## [Task statement]
Counting only lines of the listing below that hold the word "dytësore", give the total and nothing else.

## [Information given]
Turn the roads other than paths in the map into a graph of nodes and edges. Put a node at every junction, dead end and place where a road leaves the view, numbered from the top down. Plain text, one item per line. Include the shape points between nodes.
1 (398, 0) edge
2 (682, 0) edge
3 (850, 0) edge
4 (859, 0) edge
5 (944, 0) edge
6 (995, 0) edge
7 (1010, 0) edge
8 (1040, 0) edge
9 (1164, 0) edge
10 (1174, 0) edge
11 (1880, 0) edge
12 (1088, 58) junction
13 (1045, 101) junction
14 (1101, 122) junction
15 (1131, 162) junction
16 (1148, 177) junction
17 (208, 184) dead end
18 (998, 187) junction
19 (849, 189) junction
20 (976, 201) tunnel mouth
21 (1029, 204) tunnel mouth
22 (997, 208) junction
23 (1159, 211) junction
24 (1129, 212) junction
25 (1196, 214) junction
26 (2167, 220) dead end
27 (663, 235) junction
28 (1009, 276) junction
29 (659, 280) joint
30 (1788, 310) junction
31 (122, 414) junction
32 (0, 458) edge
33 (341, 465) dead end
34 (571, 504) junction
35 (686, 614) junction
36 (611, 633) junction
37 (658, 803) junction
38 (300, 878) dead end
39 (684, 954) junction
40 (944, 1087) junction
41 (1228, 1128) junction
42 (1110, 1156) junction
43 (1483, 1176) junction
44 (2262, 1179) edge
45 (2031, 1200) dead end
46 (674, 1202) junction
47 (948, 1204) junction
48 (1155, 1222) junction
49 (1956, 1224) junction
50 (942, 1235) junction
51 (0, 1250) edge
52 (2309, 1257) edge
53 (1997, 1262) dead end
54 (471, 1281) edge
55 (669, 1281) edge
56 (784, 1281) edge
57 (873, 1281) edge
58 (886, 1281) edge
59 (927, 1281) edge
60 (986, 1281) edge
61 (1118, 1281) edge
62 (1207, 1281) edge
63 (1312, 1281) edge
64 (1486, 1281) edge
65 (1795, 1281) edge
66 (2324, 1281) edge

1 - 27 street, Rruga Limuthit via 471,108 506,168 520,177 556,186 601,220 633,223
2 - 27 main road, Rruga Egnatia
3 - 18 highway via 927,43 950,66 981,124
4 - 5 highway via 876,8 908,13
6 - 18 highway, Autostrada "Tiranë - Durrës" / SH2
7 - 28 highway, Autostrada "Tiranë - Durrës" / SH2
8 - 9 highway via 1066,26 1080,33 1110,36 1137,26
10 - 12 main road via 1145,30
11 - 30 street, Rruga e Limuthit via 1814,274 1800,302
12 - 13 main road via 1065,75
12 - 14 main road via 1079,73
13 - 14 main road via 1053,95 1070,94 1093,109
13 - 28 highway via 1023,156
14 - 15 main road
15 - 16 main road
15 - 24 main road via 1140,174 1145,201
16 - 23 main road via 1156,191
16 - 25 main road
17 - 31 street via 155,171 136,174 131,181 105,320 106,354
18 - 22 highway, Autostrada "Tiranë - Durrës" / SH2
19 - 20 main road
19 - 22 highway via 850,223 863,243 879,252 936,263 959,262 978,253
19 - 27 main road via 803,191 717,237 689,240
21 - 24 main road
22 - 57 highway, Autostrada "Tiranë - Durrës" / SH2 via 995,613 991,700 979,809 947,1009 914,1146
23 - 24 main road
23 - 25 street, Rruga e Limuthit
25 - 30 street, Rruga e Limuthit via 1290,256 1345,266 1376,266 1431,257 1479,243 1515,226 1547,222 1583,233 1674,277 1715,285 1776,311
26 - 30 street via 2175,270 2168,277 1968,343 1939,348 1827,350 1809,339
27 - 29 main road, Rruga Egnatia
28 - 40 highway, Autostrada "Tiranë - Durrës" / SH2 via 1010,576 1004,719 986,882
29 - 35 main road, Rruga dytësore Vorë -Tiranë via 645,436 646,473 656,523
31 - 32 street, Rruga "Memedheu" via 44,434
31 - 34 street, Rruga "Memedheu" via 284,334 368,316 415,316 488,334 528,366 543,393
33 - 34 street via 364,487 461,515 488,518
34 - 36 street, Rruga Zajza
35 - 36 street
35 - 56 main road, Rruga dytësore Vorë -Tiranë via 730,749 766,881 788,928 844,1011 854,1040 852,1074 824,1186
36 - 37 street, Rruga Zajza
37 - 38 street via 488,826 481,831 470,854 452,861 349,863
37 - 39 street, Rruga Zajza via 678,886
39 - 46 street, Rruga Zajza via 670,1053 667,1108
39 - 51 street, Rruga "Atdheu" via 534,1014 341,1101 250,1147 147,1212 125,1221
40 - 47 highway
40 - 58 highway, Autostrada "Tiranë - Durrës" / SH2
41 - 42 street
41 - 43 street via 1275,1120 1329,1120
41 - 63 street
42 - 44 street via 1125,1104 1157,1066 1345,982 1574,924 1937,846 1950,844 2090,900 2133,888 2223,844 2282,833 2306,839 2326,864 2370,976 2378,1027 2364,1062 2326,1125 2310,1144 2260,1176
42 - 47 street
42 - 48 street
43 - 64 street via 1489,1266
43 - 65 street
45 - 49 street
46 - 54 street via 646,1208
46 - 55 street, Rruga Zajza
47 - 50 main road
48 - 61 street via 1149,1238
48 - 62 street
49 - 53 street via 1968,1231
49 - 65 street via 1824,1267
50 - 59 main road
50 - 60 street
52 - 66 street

## [Solved exercise]
2